What you are asked to do
In the records below, find the line that contains "#include <math.h>" and the line that contains "static void draw(void)". Set down exactly those lines and every line between them, and nothing more.
──────────
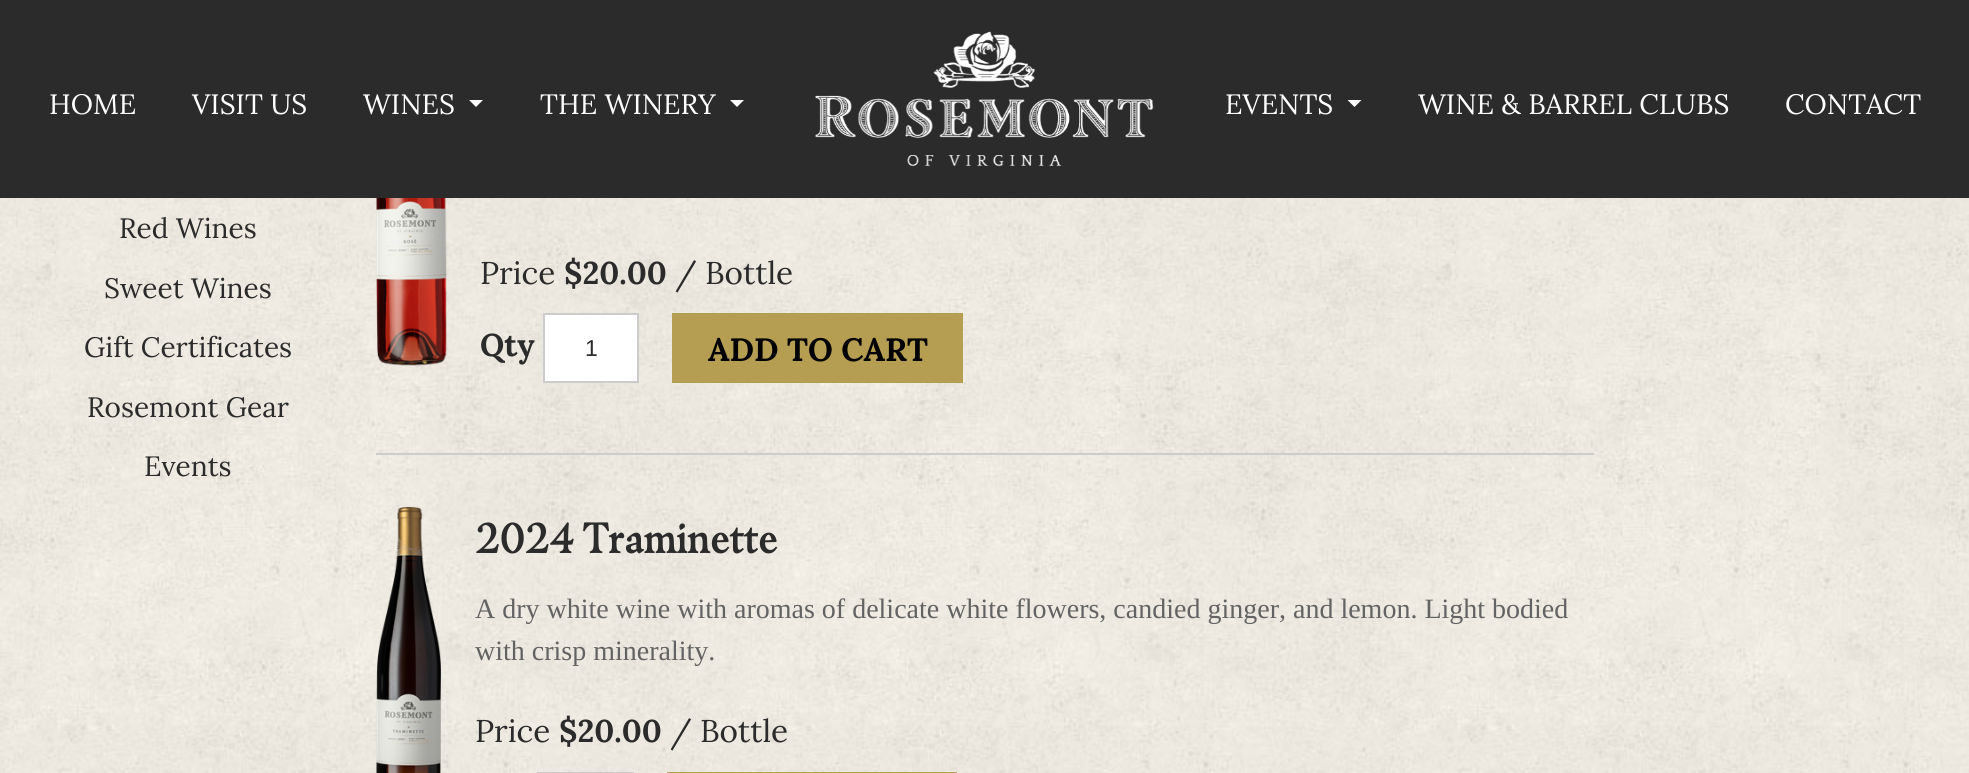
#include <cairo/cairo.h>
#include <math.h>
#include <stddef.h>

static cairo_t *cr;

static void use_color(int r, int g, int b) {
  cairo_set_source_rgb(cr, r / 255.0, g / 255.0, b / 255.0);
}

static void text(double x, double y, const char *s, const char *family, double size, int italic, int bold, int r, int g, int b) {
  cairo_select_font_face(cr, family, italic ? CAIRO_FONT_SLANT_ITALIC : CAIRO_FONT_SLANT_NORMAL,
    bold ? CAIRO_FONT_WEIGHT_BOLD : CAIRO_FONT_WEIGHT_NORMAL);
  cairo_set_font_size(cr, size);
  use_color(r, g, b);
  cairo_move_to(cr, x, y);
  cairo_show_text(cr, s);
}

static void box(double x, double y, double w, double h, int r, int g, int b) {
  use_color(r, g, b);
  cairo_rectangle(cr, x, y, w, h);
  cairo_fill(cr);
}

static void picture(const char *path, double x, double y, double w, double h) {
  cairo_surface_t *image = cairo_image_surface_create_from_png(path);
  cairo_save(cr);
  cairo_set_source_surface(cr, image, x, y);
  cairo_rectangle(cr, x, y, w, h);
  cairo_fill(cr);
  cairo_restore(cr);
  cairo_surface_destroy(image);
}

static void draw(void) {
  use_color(255, 255, 255);
  cairo_paint(cr);
  picture("img_01.png", 0, 198, 1969, 575);
  box(0, 0, 1969, 198, 43, 43, 43);
  use_color(255, 255, 255);
  cairo_new_path(cr);
  cairo_move_to(cr, 469, 100);
  cairo_line_to(cr, 483, 100);
  cairo_line_to(cr, 476, 107);
  cairo_close_path(cr);
  cairo_fill(cr);
  cairo_new_path(cr);
  cairo_move_to(cr, 730, 100);
  cairo_line_to(cr, 744, 100);
  cairo_line_to(cr, 737, 107);
  cairo_close_path(cr);
  cairo_fill(cr);
  picture("img_02.png", 815, 31, 339, 136);
  cairo_new_path(cr);
  cairo_move_to(cr, 1347.5, 100);
  cairo_line_to(cr, 1361.5, 100);
  cairo_line_to(cr, 1354.5, 107);
  cairo_close_path(cr);
  cairo_fill(cr);
  box(376, 453, 1218, 2, 204, 204, 204);
  picture("img_03.png", 376, 198, 71, 168);
  use_color(255, 255, 255);
  cairo_rectangle(cr, 544, 314, 94, 68);
  cairo_fill_preserve(cr);
  use_color(204, 204, 204);
  cairo_stroke(cr);
  box(672, 313, 291, 70, 181, 157, 81);
  picture("img_04.png", 376, 507, 65, 266);
  cairo_rectangle(cr, 538, 773, 95, 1);
  use_color(204, 204, 204);
  cairo_stroke(cr);
  box(667, 772, 290, 1, 181, 157, 81);
  text(49, 114, "HOME", "Lora", 28, 0, 0, 255, 255, 255);
  text(192, 114, "VISIT US", "Lora", 28, 0, 0, 255, 255, 255);
  text(363, 114, "WINES", "Lora", 28, 0, 0, 255, 255, 255);
  text(540, 114, "THE WINERY", "Lora", 28, 0, 0, 255, 255, 255);
  text(1225, 114, "EVENTS", "Lora", 28, 0, 0, 255, 255, 255);
  text(1418, 114, "WINE & BARREL CLUBS", "Lora", 28, 0, 0, 255, 255, 255);
  text(1785, 114, "CONTACT", "Lora", 28, 0, 0, 255, 255, 255);
  text(119, 238, "Red Wines", "Lora", 28, 0, 0, 43, 43, 43);
  text(104, 298, "Sweet Wines", "Lora", 28, 0, 0, 43, 43, 43);
  text(84, 357, "Gift Certificates", "Lora", 28, 0, 0, 43, 43, 43);
  text(87, 417, "Rosemont Gear", "Lora", 28, 0, 0, 43, 43, 43);
  text(144, 476, "Events", "Lora", 28, 0, 0, 43, 43, 43);
  text(480, 284, "Price", "Lora", 31.5, 0, 0, 43, 43, 43);
  text(564, 284, "$20.00", "Lora", 31.5, 0, 1, 43, 43, 43);
  text(675, 284, "/ Bottle", "Lora", 31.5, 0, 0, 43, 43, 43);
  text(480, 356, "Qty", "Lora", 31.5, 0, 1, 43, 43, 43);
  text(585, 356, "1", "Liberation Sans", 23, 0, 0, 43, 43, 43);
  text(708, 361, "ADD TO CART", "Lora", 32.25, 0, 1, 0, 0, 0);
  text(475, 553, "2024 Traminette", "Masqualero", 42, 0, 1, 43, 43, 43);
  text(475, 618, "A dry white wine with aromas of delicate white flowers, candied ginger, and lemon. Light bodied", "Liberation Serif", 28, 0, 0, 99, 99, 99);
  text(475, 660, "with crisp minerality.", "Liberation Serif", 28, 0, 0, 99, 99, 99);
  text(475, 742, "Price", "Lora", 31.5, 0, 0, 43, 43, 43);
  text(559, 742, "$20.00", "Lora", 31.5, 0, 1, 43, 43, 43);
  text(670, 742, "/ Bottle", "Lora", 31.5, 0, 0, 43, 43, 43);
}

int main(void) {
  cairo_surface_t *surface = cairo_image_surface_create(CAIRO_FORMAT_RGB24, 1969, 773);
  cr = cairo_create(surface);
  cairo_font_options_t *options = cairo_font_options_create();
  cairo_font_options_set_hint_metrics(options, CAIRO_HINT_METRICS_OFF);
  cairo_font_options_set_hint_style(options, CAIRO_HINT_STYLE_NONE);
  cairo_set_font_options(cr, options);
  cairo_set_miter_limit(cr, 4);
  draw();
  cairo_surface_write_to_png(surface, "out.png");
  cairo_font_options_destroy(options);
  cairo_destroy(cr);
  cairo_surface_destroy(surface);
  return 0;
}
──────────
Result
#include <math.h>
#include <stddef.h>

static cairo_t *cr;

static void use_color(int r, int g, int b) {
  cairo_set_source_rgb(cr, r / 255.0, g / 255.0, b / 255.0);
}

static void text(double x, double y, const char *s, const char *family, double size, int italic, int bold, int r, int g, int b) {
  cairo_select_font_face(cr, family, italic ? CAIRO_FONT_SLANT_ITALIC : CAIRO_FONT_SLANT_NORMAL,
    bold ? CAIRO_FONT_WEIGHT_BOLD : CAIRO_FONT_WEIGHT_NORMAL);
  cairo_set_font_size(cr, size);
  use_color(r, g, b);
  cairo_move_to(cr, x, y);
  cairo_show_text(cr, s);
}

static void box(double x, double y, double w, double h, int r, int g, int b) {
  use_color(r, g, b);
  cairo_rectangle(cr, x, y, w, h);
  cairo_fill(cr);
}

static void picture(const char *path, double x, double y, double w, double h) {
  cairo_surface_t *image = cairo_image_surface_create_from_png(path);
  cairo_save(cr);
  cairo_set_source_surface(cr, image, x, y);
  cairo_rectangle(cr, x, y, w, h);
  cairo_fill(cr);
  cairo_restore(cr);
  cairo_surface_destroy(image);
}

static void draw(void) {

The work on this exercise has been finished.